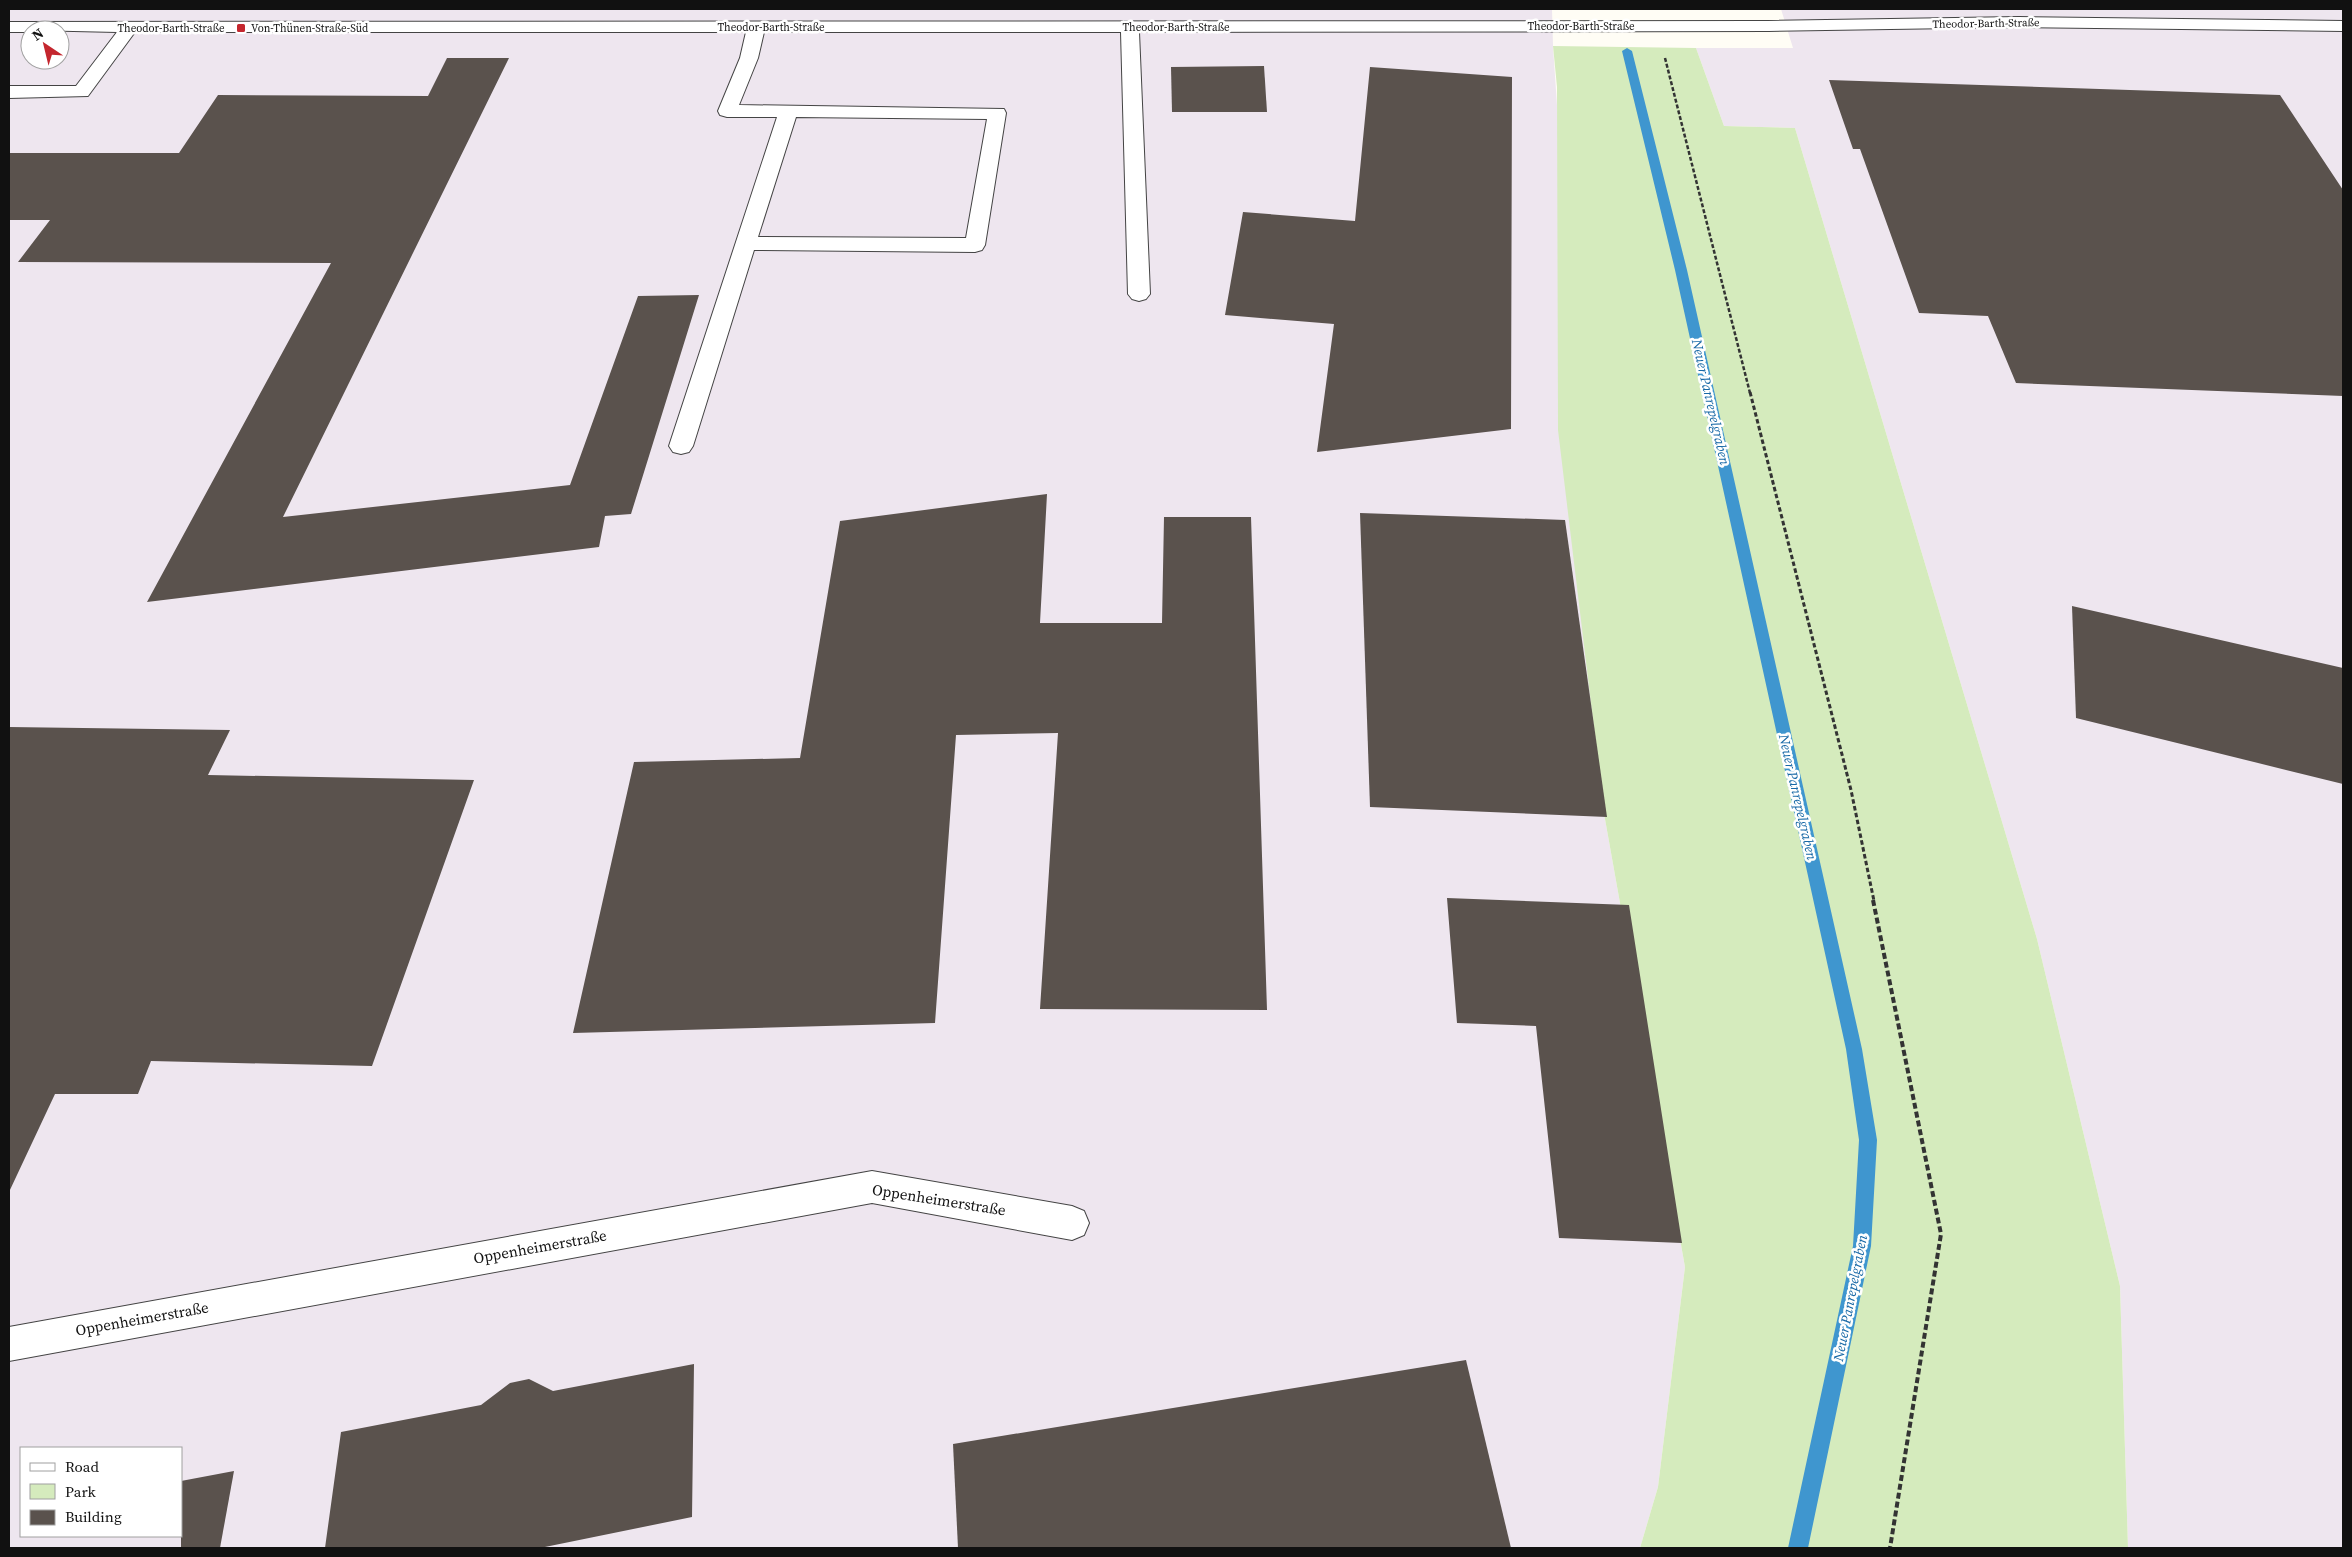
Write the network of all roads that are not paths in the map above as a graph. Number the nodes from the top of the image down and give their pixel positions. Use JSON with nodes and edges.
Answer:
{"nodes":[{"id":1,"x":41,"y":9,"type":"edge"},
{"id":2,"x":601,"y":9,"type":"edge"},
{"id":3,"x":1439,"y":9,"type":"edge"},
{"id":4,"x":1441,"y":26,"type":"junction"},
{"id":5,"x":2343,"y":26,"type":"edge"},
{"id":6,"x":593,"y":27,"type":"junction"},
{"id":7,"x":756,"y":27,"type":"junction"},
{"id":8,"x":1130,"y":27,"type":"junction"},
{"id":9,"x":17,"y":28,"type":"edge"},
{"id":10,"x":129,"y":28,"type":"junction"},
{"id":11,"x":9,"y":92,"type":"edge"},
{"id":12,"x":788,"y":112,"type":"junction"},
{"id":13,"x":746,"y":244,"type":"junction"},
{"id":14,"x":1139,"y":294,"type":"dead end"},
{"id":15,"x":681,"y":446,"type":"dead end"},
{"id":16,"x":1072,"y":1222,"type":"dead end"},
{"id":17,"x":9,"y":1344,"type":"edge"}],
"edges":[{"from":1,"to":9,"type":"street"},
{"from":2,"to":6,"type":"street"},
{"from":3,"to":4,"type":"street"},
{"from":4,"to":5,"type":"street","name":"Theodor-Barth-Straße"},
{"from":4,"to":8,"type":"street","name":"Theodor-Barth-Straße"},
{"from":6,"to":7,"type":"street","name":"Theodor-Barth-Straße"},
{"from":6,"to":10,"type":"street","name":"Theodor-Barth-Straße"},
{"from":7,"to":8,"type":"street","name":"Theodor-Barth-Straße"},
{"from":7,"to":12,"type":"street"},
{"from":8,"to":14,"type":"street"},
{"from":9,"to":10,"type":"street","name":"Theodor-Barth-Straße"},
{"from":10,"to":11,"type":"street"},
{"from":12,"to":13,"type":"street"},
{"from":12,"to":13,"type":"street"},
{"from":13,"to":15,"type":"street"},
{"from":16,"to":17,"type":"street","name":"Oppenheimerstraße"}]}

EXERCISE INSTRUCTIONS:
Which lines above include the string "edges"? Show them.

RESPONSE TO THE TASK:
Write the network of all roads that are not paths in the map above as a graph. Number the nodes from the top of the image down and give their pixel positions. Use JSON with nodes and edges.
"edges":[{"from":1,"to":9,"type":"street"},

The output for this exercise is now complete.